INPUT RECORDS
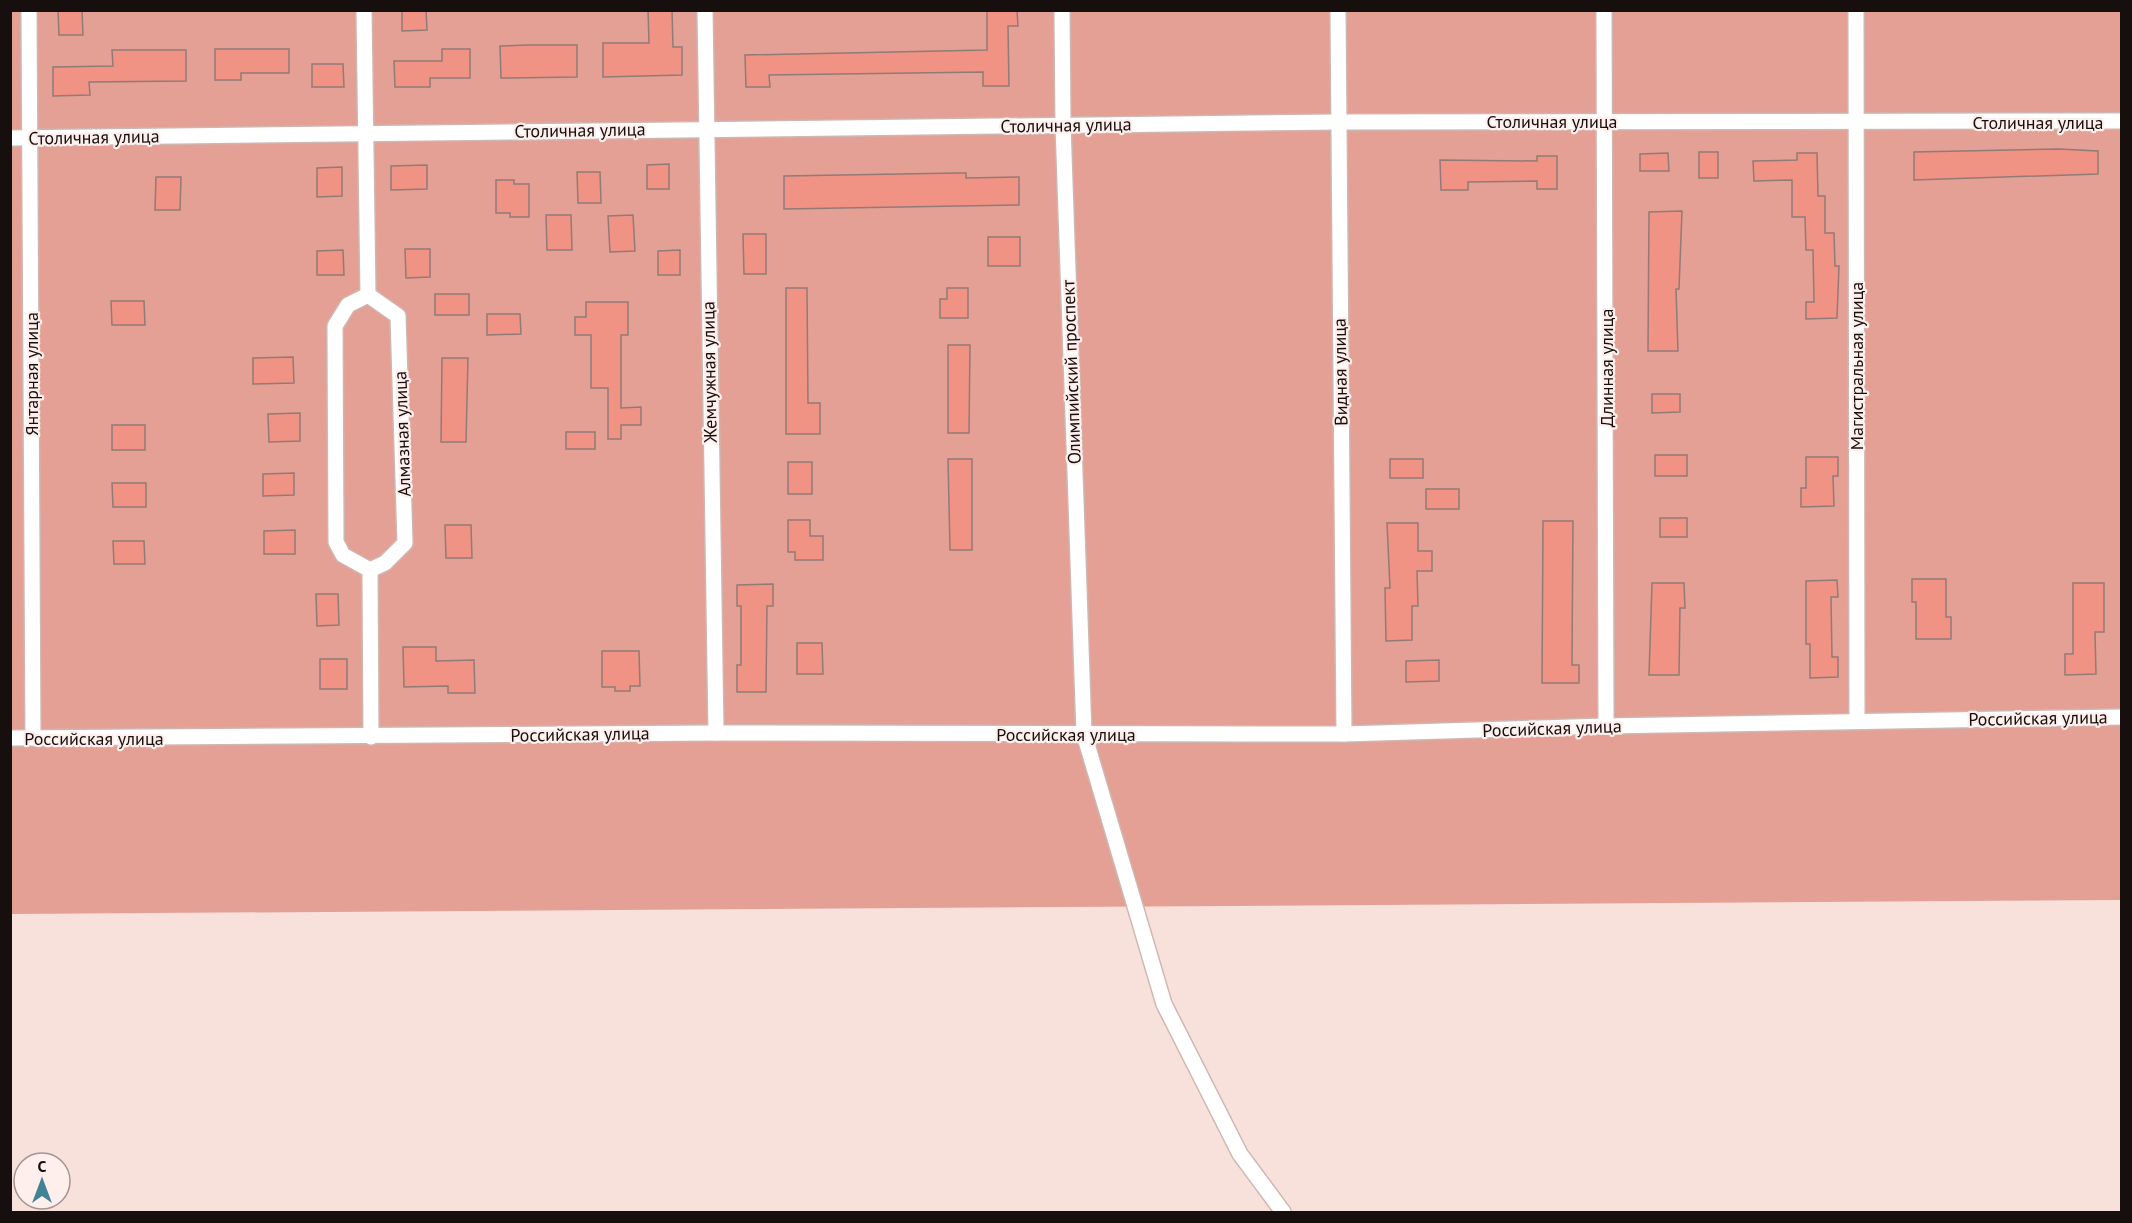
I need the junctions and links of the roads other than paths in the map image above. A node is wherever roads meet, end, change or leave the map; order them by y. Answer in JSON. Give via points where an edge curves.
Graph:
{"nodes":[{"id":1,"x":29,"y":10,"type":"edge"},
{"id":2,"x":364,"y":10,"type":"edge"},
{"id":3,"x":705,"y":10,"type":"edge"},
{"id":4,"x":1062,"y":10,"type":"edge"},
{"id":5,"x":1338,"y":10,"type":"edge"},
{"id":6,"x":1604,"y":10,"type":"edge"},
{"id":7,"x":1856,"y":10,"type":"edge"},
{"id":8,"x":1605,"y":120,"type":"junction"},
{"id":9,"x":2121,"y":121,"type":"edge"},
{"id":10,"x":1338,"y":122,"type":"junction"},
{"id":11,"x":1855,"y":122,"type":"junction"},
{"id":12,"x":1063,"y":125,"type":"junction"},
{"id":13,"x":705,"y":129,"type":"junction"},
{"id":14,"x":364,"y":132,"type":"junction"},
{"id":15,"x":10,"y":138,"type":"edge"},
{"id":16,"x":30,"y":138,"type":"junction"},
{"id":17,"x":368,"y":295,"type":"junction"},
{"id":18,"x":370,"y":570,"type":"junction"},
{"id":19,"x":2121,"y":717,"type":"edge"},
{"id":20,"x":1857,"y":721,"type":"junction"},
{"id":21,"x":1605,"y":726,"type":"junction"},
{"id":22,"x":716,"y":733,"type":"junction"},
{"id":23,"x":1084,"y":734,"type":"junction"},
{"id":24,"x":1344,"y":734,"type":"junction"},
{"id":25,"x":371,"y":737,"type":"junction"},
{"id":26,"x":10,"y":738,"type":"edge"},
{"id":27,"x":33,"y":738,"type":"junction"},
{"id":28,"x":1283,"y":1212,"type":"edge"}],
"edges":[{"from":1,"to":16,"type":"street","name":"Янтарная улица"},
{"from":2,"to":14,"type":"street"},
{"from":3,"to":13,"type":"street","name":"Жемчужная улица"},
{"from":4,"to":12,"type":"street","name":"Олимпийский проспект"},
{"from":5,"to":10,"type":"street","name":"Видная улица"},
{"from":6,"to":8,"type":"street","name":"Длинная улица"},
{"from":7,"to":11,"type":"street","name":"Магистральная улица"},
{"from":8,"to":10,"type":"street","name":"Столичная улица"},
{"from":8,"to":11,"type":"street","name":"Столичная улица"},
{"from":8,"to":21,"type":"street","name":"Длинная улица"},
{"from":9,"to":11,"type":"street","name":"Столичная улица"},
{"from":10,"to":12,"type":"street","name":"Столичная улица"},
{"from":10,"to":24,"type":"street","name":"Видная улица"},
{"from":11,"to":20,"type":"street","name":"Магистральная улица"},
{"from":12,"to":13,"type":"street","name":"Столичная улица"},
{"from":12,"to":23,"type":"street","name":"Олимпийский проспект"},
{"from":13,"to":14,"type":"street","name":"Столичная улица"},
{"from":13,"to":22,"type":"street","name":"Жемчужная улица"},
{"from":14,"to":16,"type":"street","name":"Столичная улица"},
{"from":14,"to":17,"type":"street"},
{"from":15,"to":16,"type":"street","name":"Столичная улица"},
{"from":16,"to":27,"type":"street","name":"Янтарная улица"},
{"from":17,"to":18,"type":"street","via":[[348,305],[335,326],[336,542],[343,555]]},
{"from":17,"to":18,"type":"street","name":"Алмазная улица","via":[[398,316],[405,543],[386,563]]},
{"from":18,"to":25,"type":"street"},
{"from":19,"to":20,"type":"street","name":"Российская улица"},
{"from":20,"to":21,"type":"street","name":"Российская улица"},
{"from":21,"to":24,"type":"street","name":"Российская улица"},
{"from":22,"to":23,"type":"street","name":"Российская улица"},
{"from":22,"to":25,"type":"street","name":"Российская улица"},
{"from":23,"to":24,"type":"street","name":"Российская улица"},
{"from":23,"to":28,"type":"street","name":"Олимпийский проспект","via":[[1164,1005],[1240,1154]]},
{"from":25,"to":27,"type":"street","name":"Российская улица"},
{"from":26,"to":27,"type":"street","name":"Российская улица"}]}
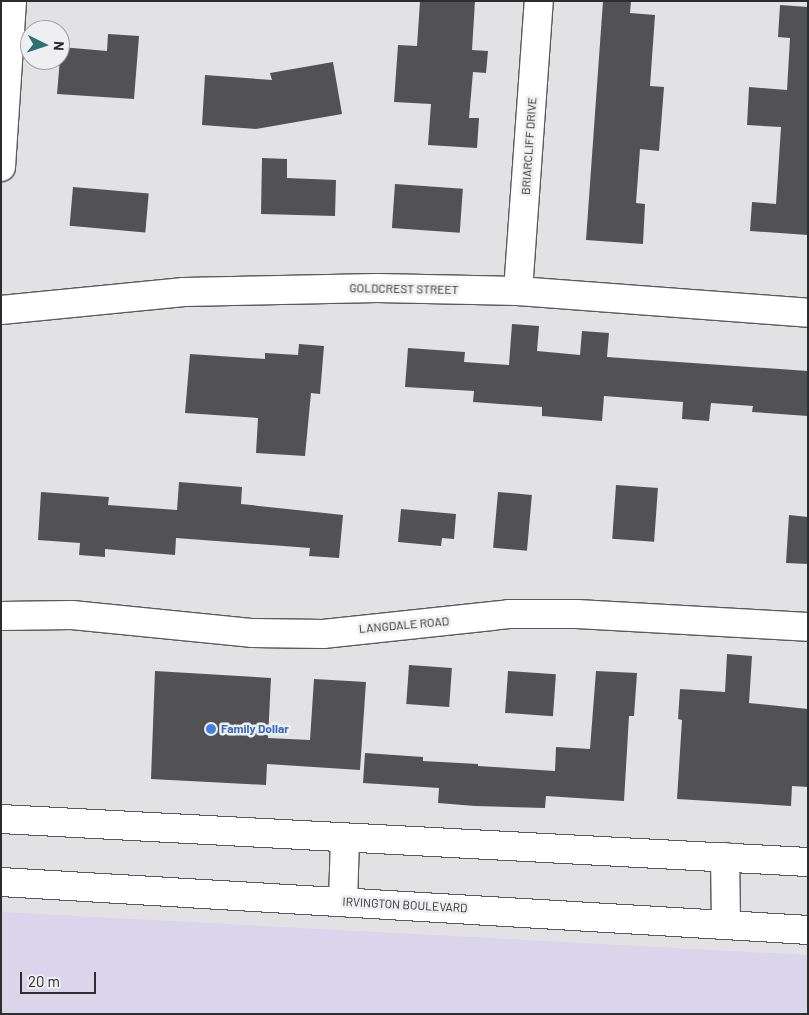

WORK TASK
Pull every line containing "Длинная" from the entries above and copy it.

TASK RESPONSE
{"from":6,"to":8,"type":"street","name":"Длинная улица"},
{"from":8,"to":21,"type":"street","name":"Длинная улица"},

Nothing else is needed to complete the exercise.